Theo le quitó el vaso de la mano, lo dejó sobre la barra y lo apartó.
—Entonces bájate del maldito taburete, vete a casa y léete el informe de la investigación. Léelo como si ese niño fuera cualquier otro niño que no conocieras.
Su tono era firme y Theo no sonreía, aunque Jack sabía que esas palabras provenían de un amigo. Se levantó, dejó un billete de cinco dólares sobre la barra para pagar las dos bebidas.
—Eh —dijo Theo—, que no estaba de broma.
—Ya lo sé.
—Me refiero a la dolorosa, listillo. Hasta que no encuentres ese sentido del humor, te cobraré el doble, ¿te acuerdas?

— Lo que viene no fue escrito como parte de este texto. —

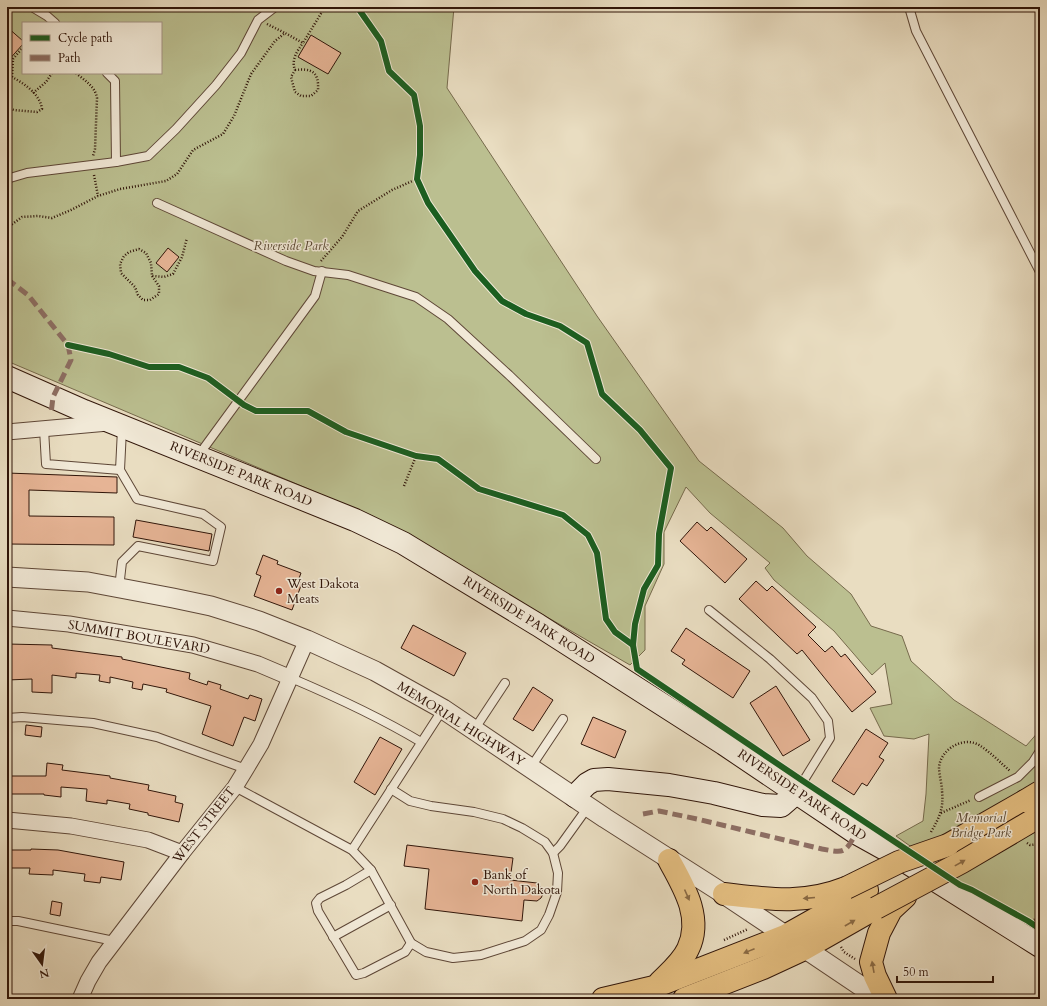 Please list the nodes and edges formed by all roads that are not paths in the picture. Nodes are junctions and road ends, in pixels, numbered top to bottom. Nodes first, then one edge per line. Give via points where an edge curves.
1 (32, 7) edge
2 (275, 7) edge
3 (909, 7) edge
4 (54, 22) edge
5 (108, 74) edge
6 (116, 162) junction
7 (7, 180) edge
8 (157, 203) dead end
9 (318, 271) junction
10 (1040, 272) edge
11 (7, 376) edge
12 (117, 424) junction
13 (44, 428) junction
14 (7, 432) edge
15 (197, 457) junction
16 (596, 460) dead end
17 (120, 470) junction
18 (7, 577) edge
19 (119, 588) junction
20 (709, 610) dead end
21 (7, 618) edge
22 (307, 640) junction
23 (291, 678) junction
24 (505, 683) dead end
25 (443, 709) junction
26 (7, 718) edge
27 (563, 719) dead end
28 (474, 730) junction
29 (421, 742) junction
30 (1040, 751) edge
31 (531, 767) junction
32 (246, 769) junction
33 (234, 787) junction
34 (391, 789) junction
35 (1040, 792) edge
36 (796, 793) junction
37 (979, 797) road end
38 (581, 801) junction
39 (1040, 816) edge
40 (7, 820) edge
41 (948, 845) junction
42 (352, 850) junction
43 (182, 853) junction
44 (553, 853) junction
45 (669, 860) junction
46 (371, 870) junction
47 (918, 885) junction
48 (724, 894) junction
49 (872, 899) junction
50 (391, 905) junction
51 (7, 921) edge
52 (785, 936) junction
53 (333, 937) junction
54 (114, 941) junction
55 (411, 943) junction
56 (1040, 946) edge
57 (804, 949) junction
58 (654, 987) junction
59 (80, 999) edge
60 (603, 999) edge
61 (684, 999) edge
62 (880, 999) edge
63 (886, 999) edge

1 - 4 lane
2 - 6 lane via 258,20 241,53 216,85 148,156
3 - 10 lane via 916,31
5 - 6 lane via 115,80
6 - 7 lane via 27,173
8 - 9 lane via 286,261
9 - 15 lane via 315,296
9 - 16 lane via 348,275 416,297 448,319
11 - 12 main road, RIVERSIDE PARK ROAD
12 - 13 street
12 - 15 main road, RIVERSIDE PARK ROAD
12 - 17 lane
13 - 14 street
13 - 17 lane via 46,464
15 - 36 main road, RIVERSIDE PARK ROAD via 354,520 403,543 538,625
17 - 19 lane via 137,499 203,514 221,527 213,561 138,546 122,562
18 - 19 street, MEMORIAL HIGHWAY via 88,582
19 - 22 street, MEMORIAL HIGHWAY via 210,606 259,621
20 - 36 lane via 776,664 812,698 828,721 830,738
21 - 23 street, SUMMIT BOULEVARD via 69,624 193,645 258,664
22 - 23 street, WEST STREET
22 - 25 street, MEMORIAL HIGHWAY via 375,671
23 - 29 lane via 334,696
23 - 32 street, WEST STREET via 261,744
24 - 28 lane
25 - 28 street, MEMORIAL HIGHWAY
25 - 29 lane
26 - 32 lane via 92,723 157,737
27 - 31 lane
28 - 31 street, MEMORIAL HIGHWAY
29 - 34 lane
30 - 37 lane via 1018,777
31 - 38 street, MEMORIAL HIGHWAY
32 - 33 street, WEST STREET
33 - 42 lane
33 - 43 street, WEST STREET
34 - 42 lane
34 - 44 lane via 410,801 503,819 537,836
35 - 41 main road, bridge
36 - 38 main road via 781,806 764,805 669,785 608,779 594,780 588,784
36 - 56 main road, RIVERSIDE PARK ROAD via 856,833 1025,924
38 - 44 lane via 560,846
38 - 45 street, MEMORIAL HIGHWAY
47 -> 39 main road, bridge
40 - 43 street via 71,826 148,840
41 -> 48 main road, bridge via 899,862 830,894 786,900
41 - 49 main road, bridge
42 - 46 lane
43 - 54 street, WEST STREET
44 - 55 lane via 558,873 556,897 541,930 525,941 482,955 453,958 426,952
45 - 48 street, MEMORIAL HIGHWAY
45 -> 58 main road via 690,902 692,937 688,950 677,966
46 - 50 lane
46 - 53 lane via 320,898 316,904
47 - 49 main road, bridge
63 -> 47 main road, bridge via 871,962 879,933 891,910
48 - 52 street, MEMORIAL HIGHWAY
49 - 52 main road
57 -> 49 main road
50 - 53 lane
50 - 55 lane
51 - 54 lane via 18,921
52 - 57 street, MEMORIAL HIGHWAY
52 -> 58 main road
53 - 55 lane via 356,975 406,952
54 - 59 street, WEST STREET via 99,962
57 - 61 main road
57 - 62 street, MEMORIAL HIGHWAY
58 - 60 main road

Jack sacó su billetera y lanzó otro billete sobre la barra.
—Gracias por haberme dado una lección —dijo riendo entre dientes.
Sin embargo, mientras caminaba en zigzag entre los ruidosos clientes del bar para llegar a la puerta, pasando junto a conversaciones que no tenían sentido, no pudo evitar preguntarse por qué había tantas risas forzadas, y su sonrisa se esfumó. Ojalá que Theo tuviera razón. Ojalá que para Dios todo fuera divertido.